The pre-rollup fetch widens by ±1 UTC day

Section titled “The pre-rollup fetch widens by ±1 UTC day”

To guarantee no tz-edge observation is missed, obs() and research() fetch [from_date - 1 UTC day, to_date + 1 UTC day] internally. After bucketing by LST, the output is clipped back to the caller’s window:

caller: research("KNYC", "2025-07-15", "2025-07-15")
fetcher: [2025-07-14T00Z, 2025-07-17T00Z) ← widened ±1 UTC day
bucket: group rows by LST date = "2025-07-15"
output: one row keyed "2025-07-15"

The widening is invisible to the caller; the LST clip happens at the rollup boundary.
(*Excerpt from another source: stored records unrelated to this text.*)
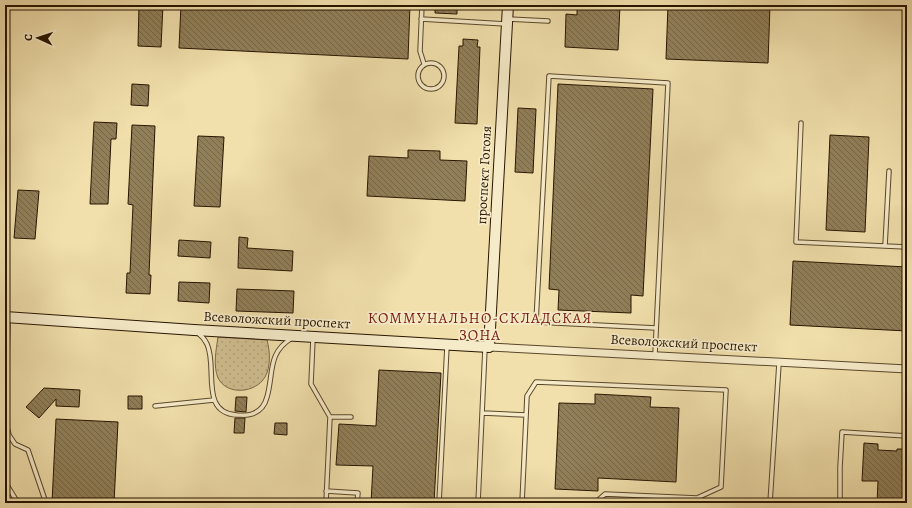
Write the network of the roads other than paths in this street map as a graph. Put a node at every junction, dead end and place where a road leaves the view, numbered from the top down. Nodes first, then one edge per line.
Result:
1 (422, 5) edge
2 (508, 5) edge
3 (421, 19) junction
4 (507, 21) junction
5 (548, 21) dead end
6 (424, 64) junction
7 (801, 123) dead end
8 (889, 171) dead end
9 (886, 246) junction
10 (907, 247) edge
11 (6, 317) edge
12 (656, 328) junction
13 (194, 330) junction
14 (296, 336) junction
15 (313, 337) junction
16 (447, 344) junction
17 (487, 347) junction
18 (655, 355) junction
19 (779, 362) junction
20 (907, 369) edge
21 (5, 391) edge
22 (214, 400) junction
23 (155, 406) dead end
24 (483, 413) junction
25 (526, 415) junction
26 (330, 417) junction
27 (351, 418) dead end
28 (5, 419) edge
29 (907, 436) edge
30 (5, 482) edge
31 (326, 491) junction
32 (18, 503) edge
33 (46, 503) edge
34 (326, 503) edge
35 (357, 503) edge
36 (438, 503) edge
37 (478, 503) edge
38 (522, 503) edge
39 (594, 503) edge
40 (770, 503) edge
41 (840, 503) edge

1 - 3 lane
2 - 4 street, проспект Гоголя
3 - 4 lane
3 - 6 lane
4 - 5 lane
4 - 17 street, проспект Гоголя
6 - 6 lane
7 - 9 lane
8 - 9 lane
9 - 10 lane
11 - 13 street, Всеволожский проспект
11 - 21 lane
12 - 12 lane
12 - 18 lane
13 - 14 street, Всеволожский проспект
13 - 22 lane
14 - 15 street, Всеволожский проспект
14 - 22 lane
15 - 16 street, Всеволожский проспект
15 - 26 lane
16 - 17 street, Всеволожский проспект
16 - 36 lane
17 - 18 street, Всеволожский проспект
17 - 24 lane
18 - 19 street, Всеволожский проспект
19 - 20 street, Всеволожский проспект
19 - 40 lane
22 - 23 lane
24 - 25 lane
24 - 37 lane
25 - 38 lane
25 - 39 lane
26 - 27 lane
26 - 31 lane
28 - 33 lane
29 - 41 lane
30 - 32 lane
31 - 34 lane
31 - 35 lane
research() output rows carry:

  • date — the LST day (string "YYYY-MM-DD")
  • obs_high_at — ISO-8601 UTC timestamp of the observation that produced obs_high_f
  • obs_low_at — same for the low
  • market_close_utc — ISO-8601 UTC market-close timestamp (populated for market-linked workflows; null otherwise)

obs_high_at and obs_low_at are UTC — they’re the actual observation time, not bucketed. The LST date is in date.

Same logic applies. Tokyo (RJTT) uses Asia/Tokyo (UTC+9). A UTC 2025-07-14T15:00 observation is Tokyo-local 2025-07-15T00:00 — it rolls into the 2025-07-15 settlement bucket.

date = snapshot.settlement_date_for("2025-07-14T15:00:00Z", "RJTT")
print(date) # "2025-07-15"

See International stations.

A “tail observation” is one near the local-day boundary — e.g. KNYC at UTC 2025-07-16T04:00 (EST 23:00, end of local 2025-07-15). To include these correctly:

  • research() widens by ±1 UTC day — done automatically.
  • obs() with strategy="exact_window" returns only observations within the exact requested UTC range. Manual LST grouping is your responsibility.

Most callers want research(). Reach for obs() only when you need raw rows.